- [TASK GOAL]: Pictures do not belong in the copy. Return all of the entries exactly.

Source records
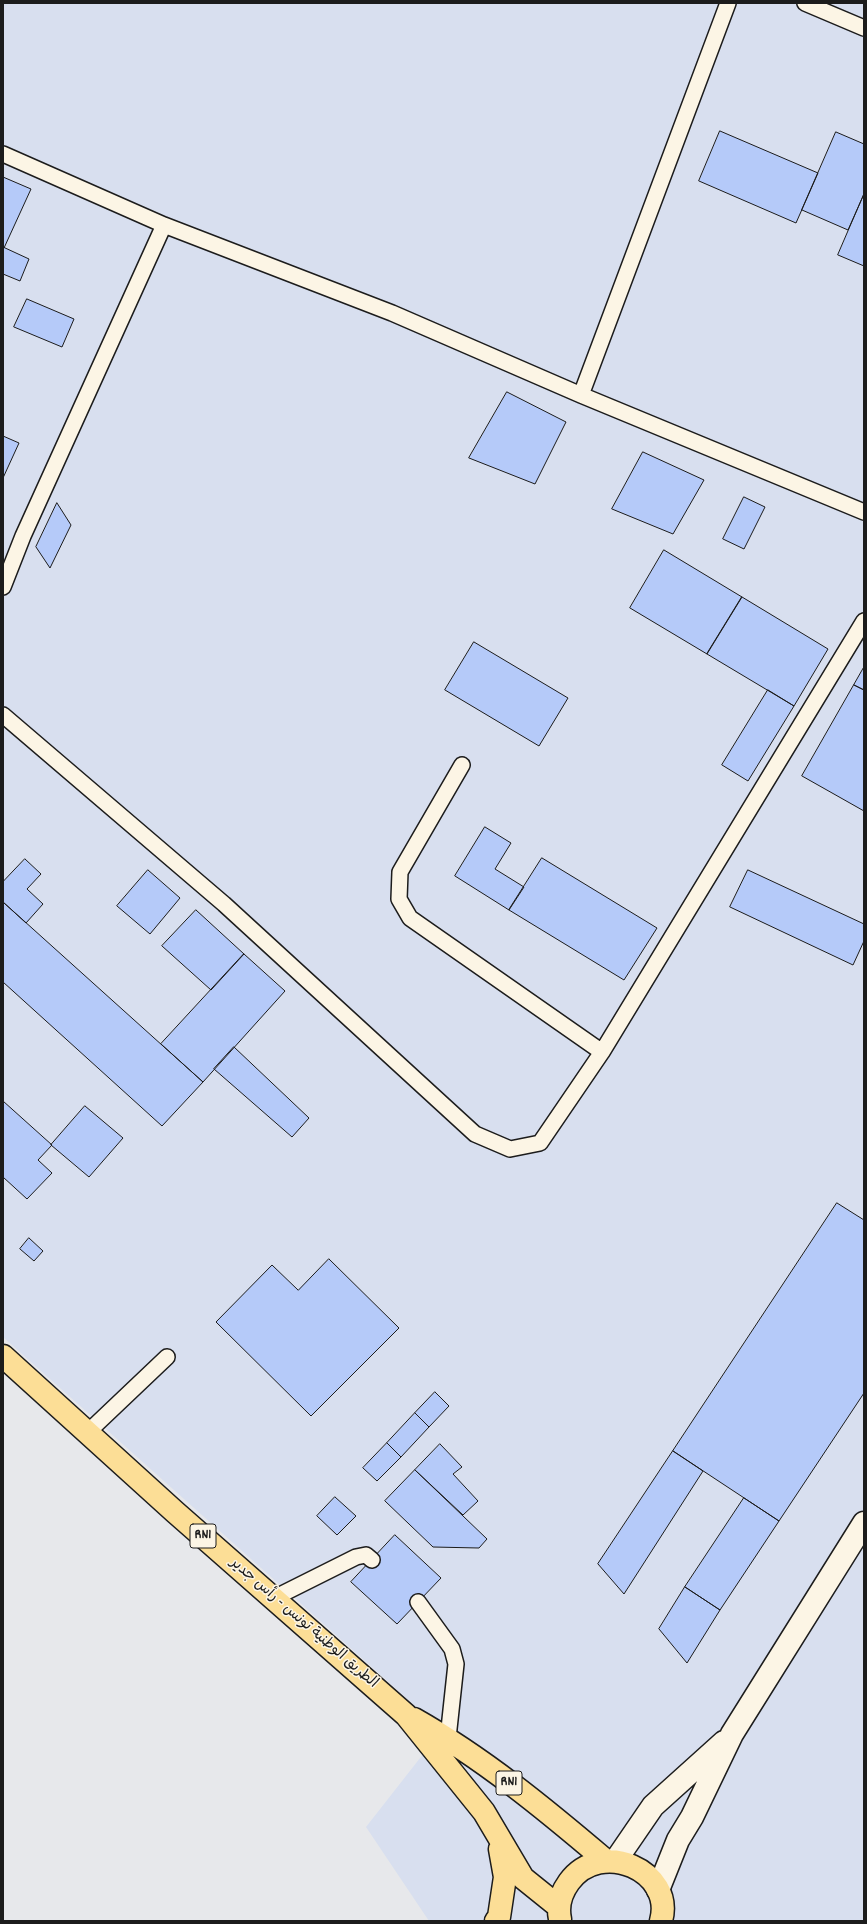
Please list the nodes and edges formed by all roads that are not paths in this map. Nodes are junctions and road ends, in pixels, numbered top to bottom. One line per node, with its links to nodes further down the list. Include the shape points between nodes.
1 (728, 3): 6 (lane)
2 (805, 3): 3 (lane)
3 (864, 28)
4 (3, 154): 5 (lane)
5 (164, 225): 6 (lane, via 392,314); 8 (lane)
6 (582, 395): 7 (lane)
7 (864, 512)
8 (3, 587)
9 (864, 622): 12 (lane)
10 (3, 715): 12 (lane, via 224,904 475,1134 510,1149 540,1143)
11 (462, 765): 12 (lane, via 400,872 399,899 410,918)
12 (602, 1052)
13 (3, 1356): 15 (main road, الطريق الوطنية تونس - رأس جدير / RN1)
14 (167, 1357): 15 (lane)
15 (88, 1433): 18 (main road, الطريق الوطنية تونس - رأس جدير / RN1)
16 (864, 1523): 21 (street)
17 (372, 1560): 18 (lane, via 366,1555 356,1557)
18 (274, 1598): 20 (main road, الطريق الوطنية تونس - رأس جدير / RN1)
19 (418, 1602): 22 (lane, via 452,1649 456,1664)
20 (406, 1715): 22 (main road, الطريق الوطنية تونس - رأس جدير / RN1); 23 (main road, الطريق الوطنية تونس - رأس جدير / RN1, via 484,1812)
21 (732, 1734): 24 (street, via 653,1806); 25 (street, via 692,1817 678,1840)
22 (448, 1738): 24 (main road, الطريق الوطنية تونس - رأس جدير / RN1)
23 (499, 1838): 26 (main road, الطريق الوطنية تونس - رأس جدير / RN1, via 523,1878); 27 (main road, via 505,1878 499,1917)
24 (611, 1860): 25 (main road, RN1, via 633,1866 648,1876); 26 (main road, RN1, via 588,1865 574,1876 564,1890)
25 (660, 1904): 28 (main road, RN1)
26 (556, 1915)
27 (496, 1921)
28 (677, 1921)

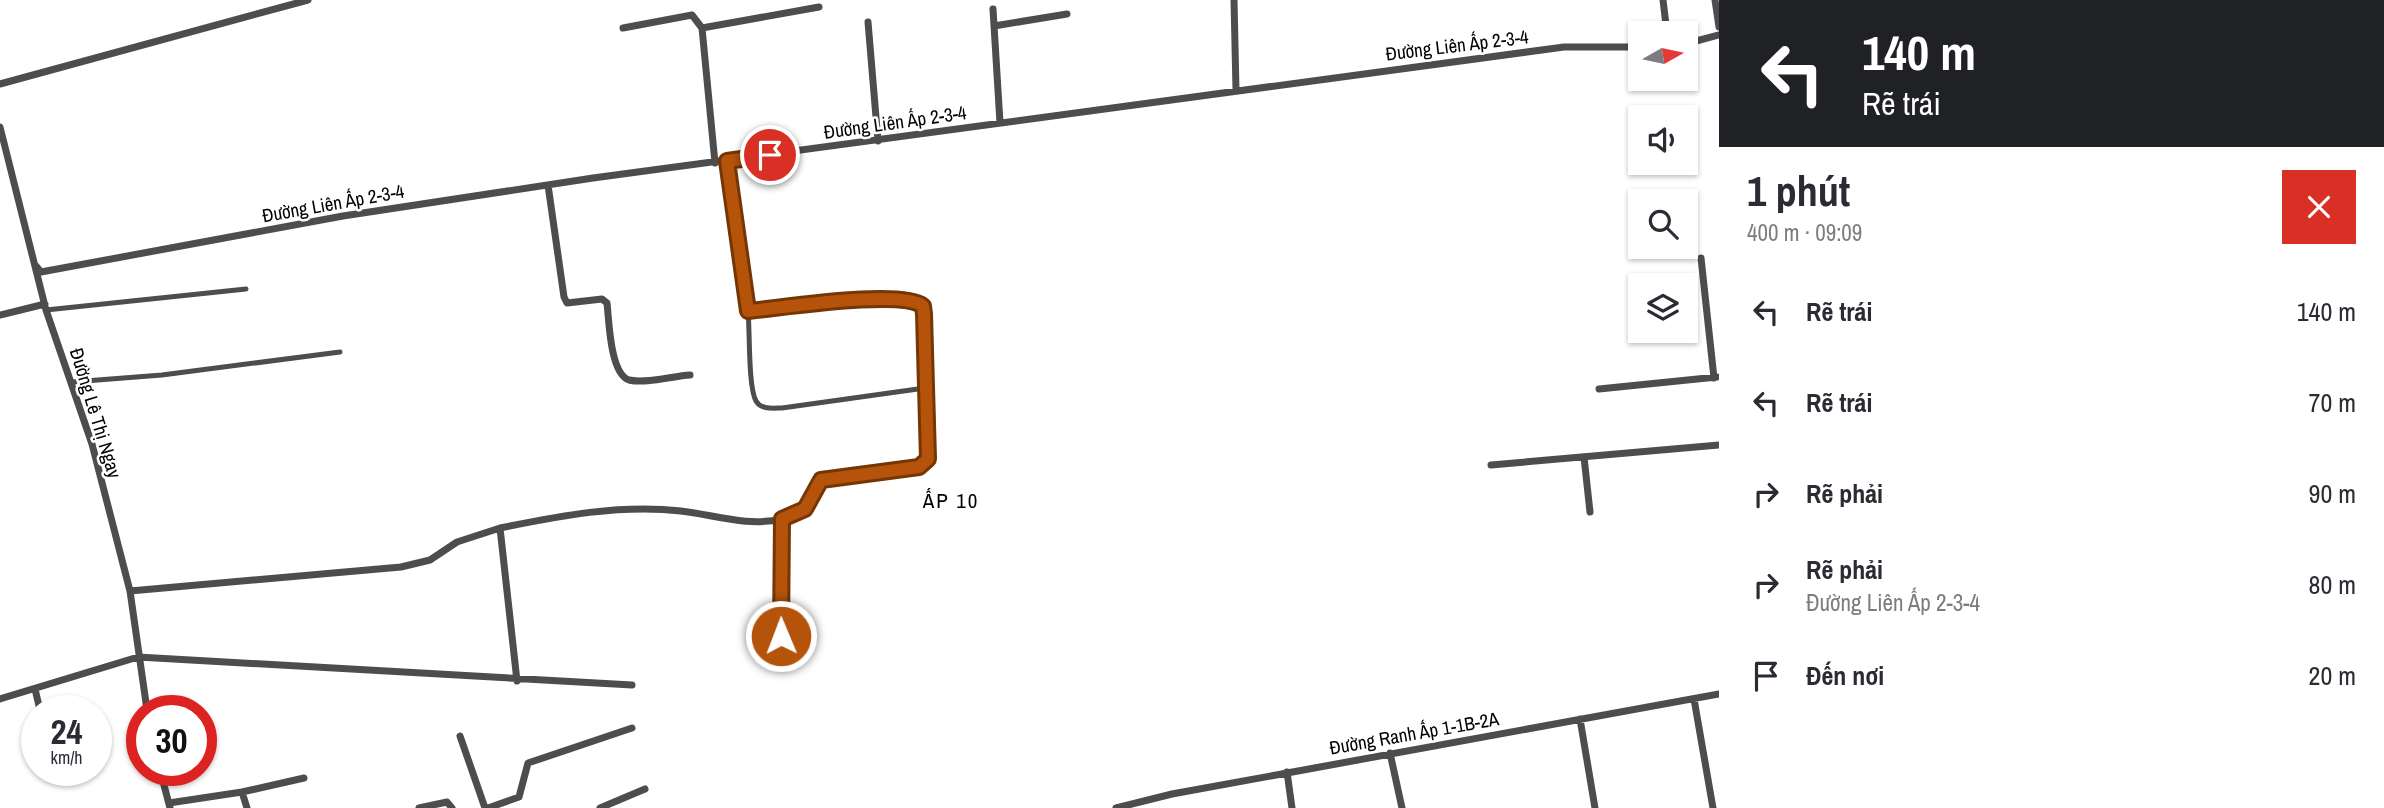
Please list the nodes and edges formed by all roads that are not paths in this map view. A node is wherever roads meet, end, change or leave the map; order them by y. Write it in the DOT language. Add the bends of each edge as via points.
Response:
graph roads {
  1 [pos="308,0"];
  2 [pos="1234,0"];
  3 [pos="1663,0"];
  4 [pos="1715,0"];
  5 [pos="819,7"];
  6 [pos="993,9"];
  7 [pos="1067,14"];
  8 [pos="1666,21"];
  9 [pos="868,22"];
  10 [pos="994,26"];
  11 [pos="1719,27"];
  12 [pos="623,28"];
  13 [pos="702,28"];
  14 [pos="1719,35"];
  15 [pos="1698,41"];
  16 [pos="1628,47"];
  17 [pos="0,84"];
  18 [pos="1237,90"];
  19 [pos="1000,123"];
  20 [pos="0,127"];
  21 [pos="2,141"];
  22 [pos="878,141"];
  23 [pos="727,161"];
  24 [pos="715,163"];
  25 [pos="548,185"];
  26 [pos="1701,258"];
  27 [pos="36,266"];
  28 [pos="246,289"];
  29 [pos="46,307"];
  30 [pos="748,311"];
  31 [pos="0,315"];
  32 [pos="340,352"];
  33 [pos="690,375"];
  34 [pos="1717,377"];
  35 [pos="72,382"];
  36 [pos="925,388"];
  37 [pos="1599,389"];
  38 [pos="1719,445"];
  39 [pos="1584,457"];
  40 [pos="1492,465"];
  41 [pos="1590,512"];
  42 [pos="782,519"];
  43 [pos="500,528"];
  44 [pos="130,591"];
  45 [pos="781,636"];
  46 [pos="138,657"];
  47 [pos="517,681"];
  48 [pos="632,685"];
  49 [pos="36,689"];
  50 [pos="1719,694"];
  51 [pos="37,695"];
  52 [pos="144,695"];
  53 [pos="0,699"];
  54 [pos="1694,699"];
  55 [pos="1580,719"];
  56 [pos="632,728"];
  57 [pos="460,736"];
  58 [pos="1390,753"];
  59 [pos="1287,772"];
  60 [pos="303,778"];
  61 [pos="164,786"];
  62 [pos="645,789"];
  63 [pos="242,792"];
  64 [pos="169,805"];
  65 [pos="247,808"];
  66 [pos="419,808"];
  67 [pos="452,808"];
  68 [pos="487,808"];
  69 [pos="600,808"];
  70 [pos="1116,808"];
  71 [pos="1292,808"];
  72 [pos="1402,808"];
  73 [pos="1595,808"];
  74 [pos="1713,808"];
  1 -- 17 [label="street"];
  2 -- 18 [label="street"];
  3 -- 8 [label="street"];
  4 -- 11 [label="street"];
  5 -- 13 [label="street"];
  6 -- 10 [label="street"];
  7 -- 10 [label="street"];
  9 -- 22 [label="street"];
  10 -- 19 [label="street"];
  12 -- 13 [label="street" via="692,15"];
  13 -- 24 [label="street"];
  14 -- 15 [label="street"];
  16 -- 18 [label="street, Đường Liên Ấp 2-3-4" via="1564,47"];
  18 -- 19 [label="street, Đường Liên Ấp 2-3-4"];
  19 -- 22 [label="street, Đường Liên Ấp 2-3-4"];
  20 -- 21 [label="street, Đường Lê Thị Ngay"];
  21 -- 27 [label="street, Đường Lê Thị Ngay"];
  22 -- 23 [label="street, Đường Liên Ấp 2-3-4"];
  23 -- 24 [label="street, Đường Liên Ấp 2-3-4"];
  23 -- 30 [label="street"];
  24 -- 25 [label="street, Đường Liên Ấp 2-3-4"];
  25 -- 27 [label="street, Đường Liên Ấp 2-3-4" via="346,215 41,272"];
  25 -- 33 [label="street" via="564,297 568,303 602,299 607,303 621,376 630,380"];
  26 -- 34 [label="street"];
  27 -- 29 [label="street, Đường Lê Thị Ngay"];
  28 -- 29 [label="lane"];
  29 -- 31 [label="street"];
  29 -- 35 [label="street, Đường Lê Thị Ngay"];
  30 -- 36 [label="street" via="880,298 916,300 924,314"];
  30 -- 36 [label="lane" via="751,380 756,401 764,407"];
  32 -- 35 [label="lane"];
  34 -- 37 [label="street"];
  35 -- 44 [label="street, Đường Lê Thị Ngay"];
  36 -- 42 [label="street" via="928,459 919,467 821,480 805,509"];
  38 -- 39 [label="street"];
  39 -- 40 [label="street"];
  39 -- 41 [label="street"];
  42 -- 43 [label="street" via="744,522 628,509"];
  42 -- 45 [label="street"];
  43 -- 44 [label="street" via="457,542 430,560 401,567"];
  43 -- 47 [label="street"];
  44 -- 46 [label="street, Đường Lê Thị Ngay"];
  46 -- 47 [label="street"];
  46 -- 49 [label="street"];
  46 -- 52 [label="street, Đường Lê Thị Ngay"];
  47 -- 48 [label="street"];
  49 -- 51 [label="street"];
  49 -- 53 [label="street"];
  50 -- 54 [label="street, Đường Ranh Ấp 1-1B-2A"];
  54 -- 55 [label="street, Đường Ranh Ấp 1-1B-2A"];
  54 -- 74 [label="street"];
  55 -- 58 [label="street, Đường Ranh Ấp 1-1B-2A"];
  55 -- 73 [label="street"];
  56 -- 68 [label="street" via="528,763 519,797"];
  57 -- 68 [label="street"];
  58 -- 59 [label="street, Đường Ranh Ấp 1-1B-2A"];
  58 -- 72 [label="street"];
  59 -- 70 [label="street, Đường Ranh Ấp 1-1B-2A"];
  59 -- 71 [label="street"];
  60 -- 63 [label="street"];
  61 -- 64 [label="street"];
  62 -- 69 [label="street"];
  63 -- 64 [label="street"];
  63 -- 65 [label="street"];
  66 -- 67 [label="street" via="447,802"];
}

- [RESPONSE AREA]:
Please list the nodes and edges formed by all roads that are not paths in this map. Nodes are junctions and road ends, in pixels, numbered top to bottom. One line per node, with its links to nodes further down the list. Include the shape points between nodes.
1 (728, 3): 6 (lane)
2 (805, 3): 3 (lane)
3 (864, 28)
4 (3, 154): 5 (lane)
5 (164, 225): 6 (lane, via 392,314); 8 (lane)
6 (582, 395): 7 (lane)
7 (864, 512)
8 (3, 587)
9 (864, 622): 12 (lane)
10 (3, 715): 12 (lane, via 224,904 475,1134 510,1149 540,1143)
11 (462, 765): 12 (lane, via 400,872 399,899 410,918)
12 (602, 1052)
13 (3, 1356): 15 (main road, الطريق الوطنية تونس - رأس جدير / RN1)
14 (167, 1357): 15 (lane)
15 (88, 1433): 18 (main road, الطريق الوطنية تونس - رأس جدير / RN1)
16 (864, 1523): 21 (street)
17 (372, 1560): 18 (lane, via 366,1555 356,1557)
18 (274, 1598): 20 (main road, الطريق الوطنية تونس - رأس جدير / RN1)
19 (418, 1602): 22 (lane, via 452,1649 456,1664)
20 (406, 1715): 22 (main road, الطريق الوطنية تونس - رأس جدير / RN1); 23 (main road, الطريق الوطنية تونس - رأس جدير / RN1, via 484,1812)
21 (732, 1734): 24 (street, via 653,1806); 25 (street, via 692,1817 678,1840)
22 (448, 1738): 24 (main road, الطريق الوطنية تونس - رأس جدير / RN1)
23 (499, 1838): 26 (main road, الطريق الوطنية تونس - رأس جدير / RN1, via 523,1878); 27 (main road, via 505,1878 499,1917)
24 (611, 1860): 25 (main road, RN1, via 633,1866 648,1876); 26 (main road, RN1, via 588,1865 574,1876 564,1890)
25 (660, 1904): 28 (main road, RN1)
26 (556, 1915)
27 (496, 1921)
28 (677, 1921)

Please list the nodes and edges formed by all roads that are not paths in this map view. A node is wherever roads meet, end, change or leave the map; order them by y. Write it in the DOT language. Add the bends of each edge as via points.
Response:
graph roads {
  1 [pos="308,0"];
  2 [pos="1234,0"];
  3 [pos="1663,0"];
  4 [pos="1715,0"];
  5 [pos="819,7"];
  6 [pos="993,9"];
  7 [pos="1067,14"];
  8 [pos="1666,21"];
  9 [pos="868,22"];
  10 [pos="994,26"];
  11 [pos="1719,27"];
  12 [pos="623,28"];
  13 [pos="702,28"];
  14 [pos="1719,35"];
  15 [pos="1698,41"];
  16 [pos="1628,47"];
  17 [pos="0,84"];
  18 [pos="1237,90"];
  19 [pos="1000,123"];
  20 [pos="0,127"];
  21 [pos="2,141"];
  22 [pos="878,141"];
  23 [pos="727,161"];
  24 [pos="715,163"];
  25 [pos="548,185"];
  26 [pos="1701,258"];
  27 [pos="36,266"];
  28 [pos="246,289"];
  29 [pos="46,307"];
  30 [pos="748,311"];
  31 [pos="0,315"];
  32 [pos="340,352"];
  33 [pos="690,375"];
  34 [pos="1717,377"];
  35 [pos="72,382"];
  36 [pos="925,388"];
  37 [pos="1599,389"];
  38 [pos="1719,445"];
  39 [pos="1584,457"];
  40 [pos="1492,465"];
  41 [pos="1590,512"];
  42 [pos="782,519"];
  43 [pos="500,528"];
  44 [pos="130,591"];
  45 [pos="781,636"];
  46 [pos="138,657"];
  47 [pos="517,681"];
  48 [pos="632,685"];
  49 [pos="36,689"];
  50 [pos="1719,694"];
  51 [pos="37,695"];
  52 [pos="144,695"];
  53 [pos="0,699"];
  54 [pos="1694,699"];
  55 [pos="1580,719"];
  56 [pos="632,728"];
  57 [pos="460,736"];
  58 [pos="1390,753"];
  59 [pos="1287,772"];
  60 [pos="303,778"];
  61 [pos="164,786"];
  62 [pos="645,789"];
  63 [pos="242,792"];
  64 [pos="169,805"];
  65 [pos="247,808"];
  66 [pos="419,808"];
  67 [pos="452,808"];
  68 [pos="487,808"];
  69 [pos="600,808"];
  70 [pos="1116,808"];
  71 [pos="1292,808"];
  72 [pos="1402,808"];
  73 [pos="1595,808"];
  74 [pos="1713,808"];
  1 -- 17 [label="street"];
  2 -- 18 [label="street"];
  3 -- 8 [label="street"];
  4 -- 11 [label="street"];
  5 -- 13 [label="street"];
  6 -- 10 [label="street"];
  7 -- 10 [label="street"];
  9 -- 22 [label="street"];
  10 -- 19 [label="street"];
  12 -- 13 [label="street" via="692,15"];
  13 -- 24 [label="street"];
  14 -- 15 [label="street"];
  16 -- 18 [label="street, Đường Liên Ấp 2-3-4" via="1564,47"];
  18 -- 19 [label="street, Đường Liên Ấp 2-3-4"];
  19 -- 22 [label="street, Đường Liên Ấp 2-3-4"];
  20 -- 21 [label="street, Đường Lê Thị Ngay"];
  21 -- 27 [label="street, Đường Lê Thị Ngay"];
  22 -- 23 [label="street, Đường Liên Ấp 2-3-4"];
  23 -- 24 [label="street, Đường Liên Ấp 2-3-4"];
  23 -- 30 [label="street"];
  24 -- 25 [label="street, Đường Liên Ấp 2-3-4"];
  25 -- 27 [label="street, Đường Liên Ấp 2-3-4" via="346,215 41,272"];
  25 -- 33 [label="street" via="564,297 568,303 602,299 607,303 621,376 630,380"];
  26 -- 34 [label="street"];
  27 -- 29 [label="street, Đường Lê Thị Ngay"];
  28 -- 29 [label="lane"];
  29 -- 31 [label="street"];
  29 -- 35 [label="street, Đường Lê Thị Ngay"];
  30 -- 36 [label="street" via="880,298 916,300 924,314"];
  30 -- 36 [label="lane" via="751,380 756,401 764,407"];
  32 -- 35 [label="lane"];
  34 -- 37 [label="street"];
  35 -- 44 [label="street, Đường Lê Thị Ngay"];
  36 -- 42 [label="street" via="928,459 919,467 821,480 805,509"];
  38 -- 39 [label="street"];
  39 -- 40 [label="street"];
  39 -- 41 [label="street"];
  42 -- 43 [label="street" via="744,522 628,509"];
  42 -- 45 [label="street"];
  43 -- 44 [label="street" via="457,542 430,560 401,567"];
  43 -- 47 [label="street"];
  44 -- 46 [label="street, Đường Lê Thị Ngay"];
  46 -- 47 [label="street"];
  46 -- 49 [label="street"];
  46 -- 52 [label="street, Đường Lê Thị Ngay"];
  47 -- 48 [label="street"];
  49 -- 51 [label="street"];
  49 -- 53 [label="street"];
  50 -- 54 [label="street, Đường Ranh Ấp 1-1B-2A"];
  54 -- 55 [label="street, Đường Ranh Ấp 1-1B-2A"];
  54 -- 74 [label="street"];
  55 -- 58 [label="street, Đường Ranh Ấp 1-1B-2A"];
  55 -- 73 [label="street"];
  56 -- 68 [label="street" via="528,763 519,797"];
  57 -- 68 [label="street"];
  58 -- 59 [label="street, Đường Ranh Ấp 1-1B-2A"];
  58 -- 72 [label="street"];
  59 -- 70 [label="street, Đường Ranh Ấp 1-1B-2A"];
  59 -- 71 [label="street"];
  60 -- 63 [label="street"];
  61 -- 64 [label="street"];
  62 -- 69 [label="street"];
  63 -- 64 [label="street"];
  63 -- 65 [label="street"];
  66 -- 67 [label="street" via="447,802"];
}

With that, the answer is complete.